**PROBLEM DESCRIPTION**
Looking through the listing below, state how many lines have the word "Breedveldkade" in them. Only the number should be given.

**DATA TO USE**
○ ○ ○ ○ ○

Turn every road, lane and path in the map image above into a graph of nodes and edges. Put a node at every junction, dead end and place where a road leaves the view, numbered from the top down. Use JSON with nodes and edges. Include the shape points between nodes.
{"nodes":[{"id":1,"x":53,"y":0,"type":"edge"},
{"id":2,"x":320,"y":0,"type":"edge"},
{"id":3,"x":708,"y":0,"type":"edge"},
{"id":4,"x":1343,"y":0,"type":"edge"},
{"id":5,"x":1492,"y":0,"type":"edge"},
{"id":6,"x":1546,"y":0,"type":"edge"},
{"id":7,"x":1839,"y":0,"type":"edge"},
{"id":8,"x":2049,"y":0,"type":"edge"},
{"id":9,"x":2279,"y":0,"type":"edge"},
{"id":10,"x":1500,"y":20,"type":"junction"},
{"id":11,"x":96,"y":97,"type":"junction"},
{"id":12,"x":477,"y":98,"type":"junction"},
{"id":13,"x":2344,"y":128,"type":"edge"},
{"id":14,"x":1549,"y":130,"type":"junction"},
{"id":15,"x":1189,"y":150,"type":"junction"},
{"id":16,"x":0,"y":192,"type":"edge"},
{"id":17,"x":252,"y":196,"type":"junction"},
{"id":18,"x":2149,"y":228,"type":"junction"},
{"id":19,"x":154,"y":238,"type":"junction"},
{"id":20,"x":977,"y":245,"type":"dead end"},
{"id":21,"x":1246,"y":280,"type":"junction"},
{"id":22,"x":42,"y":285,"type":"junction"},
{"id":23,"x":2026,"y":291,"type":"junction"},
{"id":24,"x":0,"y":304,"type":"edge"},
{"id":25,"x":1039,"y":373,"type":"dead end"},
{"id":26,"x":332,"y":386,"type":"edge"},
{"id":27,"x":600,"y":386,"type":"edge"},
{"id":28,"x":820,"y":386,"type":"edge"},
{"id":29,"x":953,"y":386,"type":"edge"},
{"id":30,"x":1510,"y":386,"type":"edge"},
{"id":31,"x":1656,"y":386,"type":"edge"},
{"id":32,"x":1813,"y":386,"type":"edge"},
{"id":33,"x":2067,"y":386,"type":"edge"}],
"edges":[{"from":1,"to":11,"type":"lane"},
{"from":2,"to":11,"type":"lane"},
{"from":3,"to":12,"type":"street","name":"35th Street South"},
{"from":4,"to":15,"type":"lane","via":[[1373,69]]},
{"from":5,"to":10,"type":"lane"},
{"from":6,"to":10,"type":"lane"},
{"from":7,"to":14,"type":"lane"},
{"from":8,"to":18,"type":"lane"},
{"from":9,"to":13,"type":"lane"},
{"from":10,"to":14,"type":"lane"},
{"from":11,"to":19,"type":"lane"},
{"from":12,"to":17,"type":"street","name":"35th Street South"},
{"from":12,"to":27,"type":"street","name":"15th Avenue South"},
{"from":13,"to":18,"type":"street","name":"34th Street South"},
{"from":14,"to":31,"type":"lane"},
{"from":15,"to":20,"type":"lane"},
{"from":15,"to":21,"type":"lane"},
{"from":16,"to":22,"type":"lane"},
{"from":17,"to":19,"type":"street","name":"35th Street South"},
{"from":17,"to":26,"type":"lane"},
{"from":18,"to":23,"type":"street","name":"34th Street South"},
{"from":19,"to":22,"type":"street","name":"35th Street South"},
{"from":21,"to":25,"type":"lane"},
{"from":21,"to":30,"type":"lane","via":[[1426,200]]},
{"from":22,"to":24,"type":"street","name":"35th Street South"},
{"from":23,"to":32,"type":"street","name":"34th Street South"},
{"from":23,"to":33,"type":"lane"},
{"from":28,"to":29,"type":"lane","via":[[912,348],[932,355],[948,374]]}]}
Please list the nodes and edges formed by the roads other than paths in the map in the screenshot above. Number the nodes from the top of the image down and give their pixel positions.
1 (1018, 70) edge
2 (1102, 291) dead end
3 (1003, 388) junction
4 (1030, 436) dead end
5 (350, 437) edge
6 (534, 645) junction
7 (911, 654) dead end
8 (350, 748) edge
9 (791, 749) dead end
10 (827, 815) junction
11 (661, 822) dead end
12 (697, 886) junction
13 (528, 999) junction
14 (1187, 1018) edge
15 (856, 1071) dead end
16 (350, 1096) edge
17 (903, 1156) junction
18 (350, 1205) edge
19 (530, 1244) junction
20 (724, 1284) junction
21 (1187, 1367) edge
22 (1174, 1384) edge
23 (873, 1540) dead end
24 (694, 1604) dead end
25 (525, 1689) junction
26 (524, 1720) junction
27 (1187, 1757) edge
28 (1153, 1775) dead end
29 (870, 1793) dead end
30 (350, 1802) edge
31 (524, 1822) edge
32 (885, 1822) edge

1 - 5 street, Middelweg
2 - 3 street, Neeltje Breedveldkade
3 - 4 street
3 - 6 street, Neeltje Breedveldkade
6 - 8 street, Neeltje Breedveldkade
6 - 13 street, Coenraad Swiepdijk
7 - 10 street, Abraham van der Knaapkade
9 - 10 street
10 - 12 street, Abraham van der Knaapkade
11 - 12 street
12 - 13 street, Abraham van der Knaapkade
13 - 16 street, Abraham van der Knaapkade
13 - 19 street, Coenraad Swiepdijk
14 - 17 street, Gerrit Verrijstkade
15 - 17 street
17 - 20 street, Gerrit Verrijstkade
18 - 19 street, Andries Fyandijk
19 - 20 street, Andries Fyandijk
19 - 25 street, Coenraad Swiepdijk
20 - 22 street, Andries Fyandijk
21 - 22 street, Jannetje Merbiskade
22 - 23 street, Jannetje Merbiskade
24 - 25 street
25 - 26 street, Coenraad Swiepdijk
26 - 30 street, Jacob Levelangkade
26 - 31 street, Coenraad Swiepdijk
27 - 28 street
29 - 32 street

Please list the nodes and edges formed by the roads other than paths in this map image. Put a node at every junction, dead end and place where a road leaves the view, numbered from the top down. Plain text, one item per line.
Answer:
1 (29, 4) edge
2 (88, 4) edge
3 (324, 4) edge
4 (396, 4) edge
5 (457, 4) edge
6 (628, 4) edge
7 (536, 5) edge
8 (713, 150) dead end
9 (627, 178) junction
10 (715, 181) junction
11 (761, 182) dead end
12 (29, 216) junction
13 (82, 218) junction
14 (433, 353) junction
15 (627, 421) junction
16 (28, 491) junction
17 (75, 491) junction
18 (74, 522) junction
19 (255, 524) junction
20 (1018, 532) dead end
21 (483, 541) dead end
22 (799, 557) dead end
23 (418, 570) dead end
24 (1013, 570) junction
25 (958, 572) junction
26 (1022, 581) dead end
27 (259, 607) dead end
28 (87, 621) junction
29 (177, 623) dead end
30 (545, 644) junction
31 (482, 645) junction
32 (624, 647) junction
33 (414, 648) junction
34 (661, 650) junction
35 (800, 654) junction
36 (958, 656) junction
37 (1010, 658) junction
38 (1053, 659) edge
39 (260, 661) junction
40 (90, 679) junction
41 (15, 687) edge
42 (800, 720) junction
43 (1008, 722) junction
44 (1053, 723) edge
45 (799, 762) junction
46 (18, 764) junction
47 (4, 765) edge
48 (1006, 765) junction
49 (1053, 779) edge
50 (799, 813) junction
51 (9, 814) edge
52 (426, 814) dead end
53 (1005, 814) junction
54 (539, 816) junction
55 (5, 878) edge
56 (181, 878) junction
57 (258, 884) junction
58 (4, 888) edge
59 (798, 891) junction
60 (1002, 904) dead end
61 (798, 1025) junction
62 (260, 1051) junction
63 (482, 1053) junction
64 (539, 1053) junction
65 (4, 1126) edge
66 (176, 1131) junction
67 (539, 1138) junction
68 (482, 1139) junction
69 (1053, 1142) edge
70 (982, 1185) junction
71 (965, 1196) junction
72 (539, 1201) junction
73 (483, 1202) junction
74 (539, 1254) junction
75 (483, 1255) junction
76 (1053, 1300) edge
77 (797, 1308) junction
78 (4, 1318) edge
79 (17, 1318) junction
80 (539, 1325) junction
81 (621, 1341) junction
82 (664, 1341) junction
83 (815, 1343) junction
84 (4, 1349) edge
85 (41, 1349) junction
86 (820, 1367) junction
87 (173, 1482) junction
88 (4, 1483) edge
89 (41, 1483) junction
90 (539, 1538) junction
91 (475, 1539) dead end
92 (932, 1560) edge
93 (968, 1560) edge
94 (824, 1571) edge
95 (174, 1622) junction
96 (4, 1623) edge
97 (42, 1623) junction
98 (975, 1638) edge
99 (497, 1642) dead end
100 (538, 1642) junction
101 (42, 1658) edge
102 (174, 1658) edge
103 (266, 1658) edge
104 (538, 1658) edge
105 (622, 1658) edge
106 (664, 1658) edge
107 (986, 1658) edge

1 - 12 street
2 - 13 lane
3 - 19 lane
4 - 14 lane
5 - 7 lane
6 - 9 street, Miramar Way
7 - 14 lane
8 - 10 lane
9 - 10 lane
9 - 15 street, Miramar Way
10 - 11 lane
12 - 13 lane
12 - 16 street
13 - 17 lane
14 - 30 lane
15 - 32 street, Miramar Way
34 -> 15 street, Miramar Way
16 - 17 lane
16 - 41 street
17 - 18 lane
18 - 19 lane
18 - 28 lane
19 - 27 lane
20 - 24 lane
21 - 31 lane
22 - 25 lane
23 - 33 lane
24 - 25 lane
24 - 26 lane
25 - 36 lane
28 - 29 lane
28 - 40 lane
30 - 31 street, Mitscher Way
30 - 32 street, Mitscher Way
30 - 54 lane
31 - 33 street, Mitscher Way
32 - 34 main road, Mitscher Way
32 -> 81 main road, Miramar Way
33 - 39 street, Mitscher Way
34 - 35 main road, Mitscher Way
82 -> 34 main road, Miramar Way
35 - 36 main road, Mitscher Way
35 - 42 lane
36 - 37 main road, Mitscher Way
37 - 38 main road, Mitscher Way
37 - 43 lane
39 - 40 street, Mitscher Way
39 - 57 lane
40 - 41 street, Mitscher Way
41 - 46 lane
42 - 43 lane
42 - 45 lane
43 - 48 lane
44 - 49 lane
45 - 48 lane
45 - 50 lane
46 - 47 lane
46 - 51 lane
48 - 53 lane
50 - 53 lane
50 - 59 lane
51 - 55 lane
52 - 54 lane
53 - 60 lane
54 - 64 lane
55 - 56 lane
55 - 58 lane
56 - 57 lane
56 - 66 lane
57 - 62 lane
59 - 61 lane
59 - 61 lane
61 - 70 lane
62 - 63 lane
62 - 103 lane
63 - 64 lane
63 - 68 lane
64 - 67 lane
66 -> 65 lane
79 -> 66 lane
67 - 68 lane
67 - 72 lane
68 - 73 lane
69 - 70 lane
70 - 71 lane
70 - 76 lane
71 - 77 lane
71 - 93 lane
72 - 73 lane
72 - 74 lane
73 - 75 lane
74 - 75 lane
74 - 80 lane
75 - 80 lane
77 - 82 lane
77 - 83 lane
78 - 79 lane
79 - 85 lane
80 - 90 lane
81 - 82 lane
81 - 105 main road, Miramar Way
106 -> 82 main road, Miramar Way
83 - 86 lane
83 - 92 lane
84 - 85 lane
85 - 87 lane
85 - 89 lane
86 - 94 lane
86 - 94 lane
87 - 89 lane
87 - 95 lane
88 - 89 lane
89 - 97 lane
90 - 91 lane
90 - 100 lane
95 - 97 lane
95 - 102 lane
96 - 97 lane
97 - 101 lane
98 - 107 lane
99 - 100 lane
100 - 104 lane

○ ○ ○ ○ ○

**TASK RESULT**
3